Laser-Kunststoffschweißen
Maschinen und Anlagen für die Oberflächentechnik
Mit »Absorbing-to-Absorbing« erweitert LPKF das Laser-Kunststoffschweißen. Das Verfahren verbindet zwei absorbierende Kunststoffe für mehr Designfreiheit und Prozesskontrolle.

»Absorbing-to-Absorbing« erweitert die Möglichkeiten im Laser-Kunststoffschweißen (Bild: LPKF).
Die »Absorbing-to-Absorbing«-Technologie von LPKF ermöglicht das Laserschweißen von zwei absorbierenden Kunststoffkomponenten. Damit entfällt das bisher erforderliche Prinzip aus transparentem und absorbierendem Material, wodurch sich neue Freiheitsgrade in Konstruktion und Design eröffnen. Ein integriertes Thermografiesystem überwacht dabei den Schweißprozess in Echtzeit. Dies unterstützt die Prozesskontrolle in der Serienfertigung sowie die Optimierung in Entwicklung und Prototypenfertigung.
Das Verfahren empfiehlt der Hersteller für Anwendungen in Forschung und Entwicklung ebenso wie für industrielle Serienprozesse. Es wird unter anderem in der Elektromobilität eingesetzt, etwa bei der Entwicklung von Kühlsystemen für E-Fahrzeuge.
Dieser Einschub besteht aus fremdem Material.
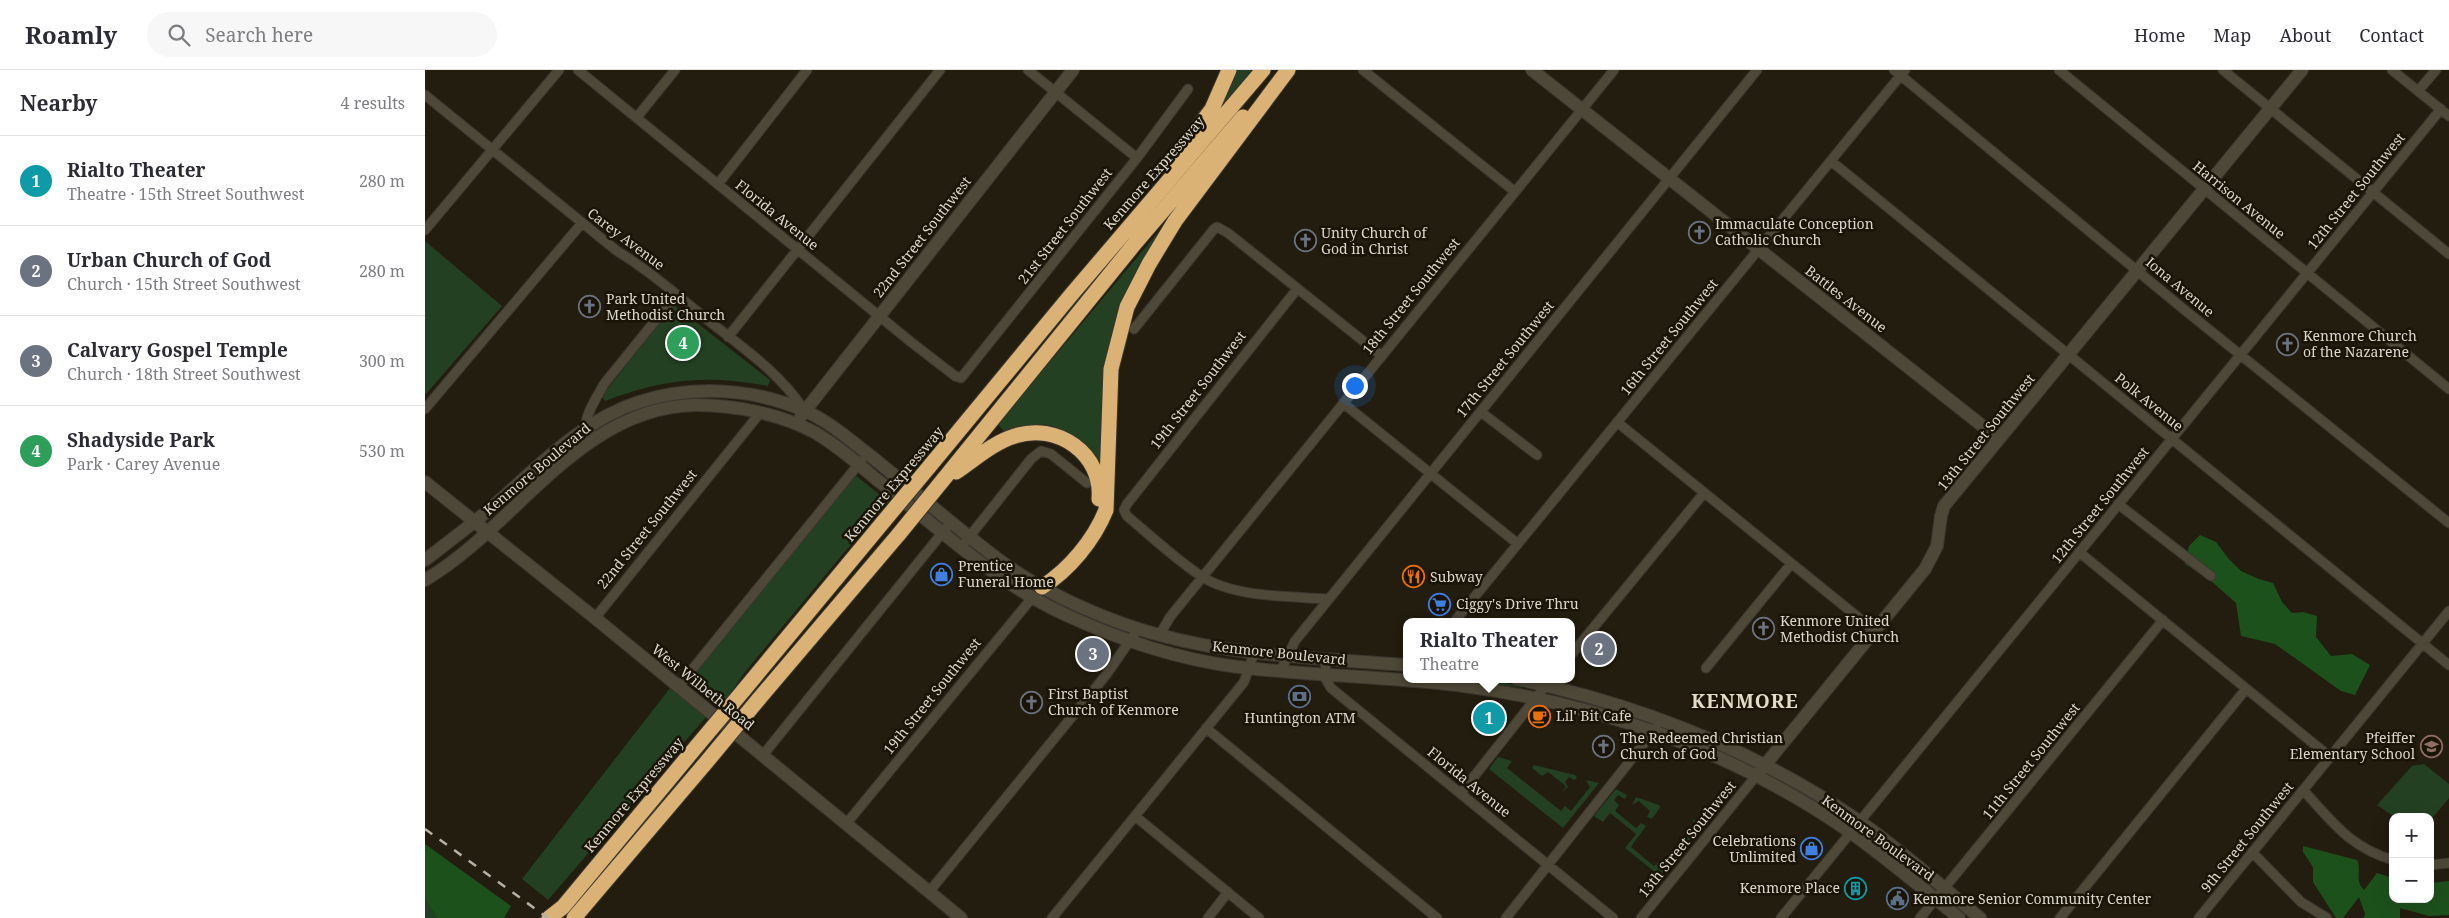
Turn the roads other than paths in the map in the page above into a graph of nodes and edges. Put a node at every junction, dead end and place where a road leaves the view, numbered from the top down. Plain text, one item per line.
1 (559, 70) edge
2 (578, 70) edge
3 (675, 70) edge
4 (807, 70) edge
5 (940, 70) edge
6 (1028, 70) edge
7 (1073, 70) edge
8 (1229, 70) edge
9 (1263, 70) edge
10 (1283, 70) edge
11 (1288, 70) edge
12 (1363, 70) edge
13 (1533, 70) edge
14 (1614, 70) edge
15 (1757, 70) edge
16 (2059, 70) edge
17 (2223, 70) edge
18 (2301, 70) edge
19 (2392, 70) edge
20 (2436, 70) edge
21 (1900, 72) edge
22 (1188, 89) dead end
23 (2418, 91) junction
24 (1055, 93) junction
25 (425, 96) edge
26 (1582, 109) junction
27 (2270, 109) junction
28 (2441, 109) junction
29 (2449, 116) edge
30 (637, 117) junction
31 (492, 150) junction
32 (1137, 158) junction
33 (1831, 161) junction
34 (1670, 178) junction
35 (718, 184) junction
36 (2204, 189) junction
37 (1514, 191) junction
38 (2373, 192) junction
39 (582, 223) junction
40 (425, 230) edge
41 (1759, 249) junction
42 (798, 250) junction
43 (2449, 254) edge
44 (2138, 270) junction
45 (2307, 273) junction
46 (1297, 289) junction
47 (676, 295) junction
48 (1071, 295) junction
49 (879, 315) junction
50 (1133, 329) dead end
51 (728, 337) junction
52 (2241, 354) junction
53 (2069, 355) junction
54 (1382, 356) junction
55 (961, 378) joint
56 (2449, 389) edge
57 (1343, 403) junction
58 (425, 409) edge
59 (804, 410) junction
60 (1481, 412) junction
61 (760, 413) junction
62 (1617, 422) junction
63 (796, 424) junction
64 (591, 433) junction
65 (1999, 439) junction
66 (2171, 439) junction
67 (867, 454) junction
68 (1537, 455) dead end
69 (859, 464) junction
70 (1431, 474) junction
71 (943, 480) junction
72 (425, 482) edge
73 (1087, 483) dead end
74 (1705, 493) junction
75 (2118, 504) junction
76 (474, 521) junction
77 (951, 522) junction
78 (2449, 523) edge
79 (487, 532) junction
80 (942, 533) junction
81 (969, 537) junction
82 (1518, 544) junction
83 (961, 548) junction
84 (2079, 552) junction
85 (425, 560) edge
86 (1791, 564) junction
87 (2211, 576) dead end
88 (1202, 577) junction
89 (425, 580) edge
90 (1037, 592) junction
91 (1328, 599) junction
92 (2449, 611) edge
93 (595, 618) junction
94 (1457, 618) edge
95 (2163, 620) junction
96 (1138, 629) junction
97 (1875, 632) junction
98 (1159, 636) junction
99 (1130, 641) junction
100 (2422, 644) junction
101 (1575, 650) edge
102 (1254, 653) junction
103 (1287, 656) junction
104 (1326, 659) junction
105 (1403, 664) edge
106 (2449, 665) edge
107 (1249, 667) junction
108 (1706, 668) dead end
109 (1281, 670) junction
110 (1325, 674) junction
111 (1403, 679) edge
112 (1434, 683) edge
113 (1548, 683) edge
114 (1552, 683) edge
115 (678, 687) junction
116 (2246, 689) junction
117 (1536, 698) junction
118 (1663, 720) junction
119 (1206, 728) junction
120 (1653, 732) junction
121 (763, 755) junction
122 (2330, 757) junction
123 (1765, 764) junction
124 (1756, 776) junction
125 (2303, 790) junction
126 (1461, 793) junction
127 (1135, 816) junction
128 (1860, 821) junction
129 (846, 824) junction
130 (1850, 833) junction
131 (2252, 852) junction
132 (2389, 858) edge
133 (1547, 864) junction
134 (2434, 864) edge
135 (2449, 864) edge
136 (1945, 889) junction
137 (929, 892) junction
138 (1228, 892) junction
139 (1936, 899) junction
140 (558, 912) edge
141 (549, 918) edge
142 (574, 918) edge
143 (961, 918) edge
144 (1052, 918) edge
145 (1208, 918) edge
146 (1259, 918) edge
147 (1437, 918) edge
148 (1506, 918) edge
149 (1613, 918) edge
150 (1641, 918) edge
151 (1781, 918) edge
152 (1920, 918) edge
153 (1959, 918) edge
154 (1980, 918) edge
155 (2060, 918) edge
156 (2199, 918) edge
157 (2327, 918) edge

1 - 31 street
2 - 30 street, Florida Avenue
3 - 30 street
4 - 35 street
5 - 42 street
6 - 24 street
7 - 24 main road, 22nd Street Southwest
8 - 48 highway
9 - 48 highway, Kenmore Expressway
10 - 71 highway
11 - 90 highway
12 - 37 street
13 - 26 main road, Battles Avenue
14 - 26 street, 18th Street Southwest
15 - 34 street, 17th Street Southwest
16 - 36 street, Harrison Avenue
17 - 27 street
18 - 27 main road, 13th Street Southwest
19 - 23 street
20 - 23 street
21 - 33 street, 16th Street Southwest
21 - 44 street, Iona Avenue
22 - 32 street, 21st Street Southwest
23 - 28 street
24 - 32 street
24 - 49 main road, 22nd Street Southwest
25 - 31 street, Carey Avenue
26 - 34 main road, Battles Avenue
26 - 37 street, 18th Street Southwest
27 - 36 main road, 13th Street Southwest
27 - 38 street
28 - 29 street
28 - 38 street, 12th Street Southwest
30 - 35 street, Florida Avenue
31 - 39 street, Carey Avenue
31 - 40 street
32 - 55 street, 21st Street Southwest
33 - 41 street, 16th Street Southwest
33 - 53 street, Polk Avenue
34 - 41 main road, Battles Avenue
34 - 60 street, 17th Street Southwest
35 - 42 street, Florida Avenue
36 - 44 main road, 13th Street Southwest
36 - 45 street, Harrison Avenue
37 - 54 street, 18th Street Southwest
38 - 43 street
38 - 45 street, 12th Street Southwest
39 - 47 street, Carey Avenue
39 - 58 street
41 - 62 street, 16th Street Southwest
41 - 65 main road, Battles Avenue
42 - 49 street, Florida Avenue
42 - 51 street
44 - 52 street, Iona Avenue
44 - 53 main road, 13th Street Southwest
45 - 52 street, 12th Street Southwest
45 - 56 street, Harrison Avenue
46 - 50 street
46 - 54 street
46 - 88 street, 19th Street Southwest
47 - 51 street, Carey Avenue
47 - 64 street
48 - 140 highway, Kenmore Expressway, bridge
49 - 55 street, Florida Avenue
49 - 59 main road, 22nd Street Southwest
51 - 59 street, Carey Avenue
52 - 66 street, 12th Street Southwest
52 - 78 street, Iona Avenue
53 - 65 main road, 13th Street Southwest
53 - 66 street, Polk Avenue
54 - 57 street, 18th Street Southwest
57 - 70 street
57 - 88 street, 18th Street Southwest
59 - 63 main road, 22nd Street Southwest
59 - 64 main road, Kenmore Boulevard
59 - 67 main road, Kenmore Boulevard
60 - 68 street
60 - 70 street, 17th Street Southwest
61 - 63 main road, Kenmore Boulevard
61 - 64 main road, Kenmore Boulevard
61 - 93 street, 22nd Street Southwest
62 - 74 street
62 - 82 street, 16th Street Southwest
63 - 69 main road, Kenmore Boulevard
64 - 76 main road, Kenmore Boulevard
64 - 79 main road, Kenmore Boulevard
65 - 97 main road, 13th Street Southwest
66 - 75 street, 12th Street Southwest
66 - 100 street, Polk Avenue
67 - 69 street
67 - 77 main road, Kenmore Boulevard
69 - 80 main road, Kenmore Boulevard
69 - 115 street
70 - 82 street
70 - 91 street, 17th Street Southwest
71 - 90 highway
71 - 142 highway, bridge
72 - 76 main road, West Wilbeth Road
73 - 81 street
74 - 86 street
74 - 101 street
75 - 84 street, 12th Street Southwest
75 - 87 street
76 - 79 main road, West Wilbeth Road
76 - 85 main road, Kenmore Boulevard
77 - 80 street
77 - 81 main road, Kenmore Boulevard
79 - 89 main road, Kenmore Boulevard
79 - 93 main road, West Wilbeth Road
80 - 83 main road, Kenmore Boulevard
80 - 121 street
81 - 83 street
81 - 90 main road, Kenmore Boulevard
82 - 94 street, 16th Street Southwest
83 - 90 main road, Kenmore Boulevard
84 - 95 street
84 - 128 street, 12th Street Southwest
86 - 97 street
86 - 108 street
88 - 91 street
88 - 98 street, 18th Street Southwest
90 - 96 main road, Kenmore Boulevard
90 - 99 main road, Kenmore Boulevard
90 - 129 street, 19th Street Southwest
91 - 103 street, 17th Street Southwest
92 - 100 street, 9th Street Southwest
93 - 115 main road, West Wilbeth Road
95 - 116 street
95 - 136 street, 11th Street Southwest
96 - 98 main road, Kenmore Boulevard
96 - 99 street
97 - 123 main road, 13th Street Southwest
98 - 102 main road, Kenmore Boulevard
99 - 107 main road, Kenmore Boulevard
99 - 137 street
100 - 106 street, Polk Avenue
100 - 122 street, 9th Street Southwest
102 - 103 main road, Kenmore Boulevard
102 - 107 street
103 - 104 main road, Kenmore Boulevard
103 - 109 street, 17th Street Southwest
104 - 105 main road, Kenmore Boulevard
104 - 110 street
107 - 109 main road, Kenmore Boulevard
107 - 119 street
109 - 110 main road, Kenmore Boulevard
110 - 111 main road, Kenmore Boulevard
110 - 126 street, Florida Avenue
112 - 117 main road, Kenmore Boulevard
113 - 117 street
114 - 118 main road, Kenmore Boulevard
115 - 121 main road, West Wilbeth Road
116 - 122 street
116 - 155 street
117 - 120 main road, Kenmore Boulevard
117 - 126 street
118 - 120 street
118 - 123 main road, Kenmore Boulevard
119 - 127 street
119 - 147 street
120 - 124 main road, Kenmore Boulevard
120 - 133 street
121 - 129 main road, West Wilbeth Road
122 - 125 street, 9th Street Southwest
123 - 124 main road, 13th Street Southwest
123 - 128 main road, Kenmore Boulevard
124 - 130 main road, Kenmore Boulevard
124 - 150 street, 13th Street Southwest
125 - 131 street, 9th Street Southwest
125 - 132 street
126 - 133 street, Florida Avenue
127 - 138 street
127 - 144 street
128 - 130 street, 12th Street Southwest
128 - 136 main road, Kenmore Boulevard
129 - 137 main road, West Wilbeth Road
130 - 139 main road, Kenmore Boulevard
130 - 151 street, 12th Street Southwest
131 - 156 street, 9th Street Southwest
131 - 157 street
133 - 148 street
133 - 149 street, Florida Avenue
134 - 135 street
136 - 139 street, 11th Street Southwest
136 - 154 main road, Kenmore Boulevard
137 - 143 main road, West Wilbeth Road
138 - 145 street
138 - 146 street
139 - 152 street, 11th Street Southwest
139 - 153 main road, Kenmore Boulevard
140 - 141 highway, Kenmore Expressway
Die Technologie ermöglicht die Verarbeitung komplexer Geometrien mit feinen Strukturen und mehreren Schweißnähten. Dadurch lassen sich Bauteile realisieren, die mit anderen Verfahren nur eingeschränkt umsetzbar waren.
Im Vergleich zu konventionellen Verfahren wie dem Infrarotschweißen entfallen laut Herstellerangabe zusätzliche Prozessschritte wie Maskierungen oder der Einsatz von Metallfolien. Gleichzeitig lassen sich Designänderungen schneller umsetzen und die Energieeffizienz wird verbessert.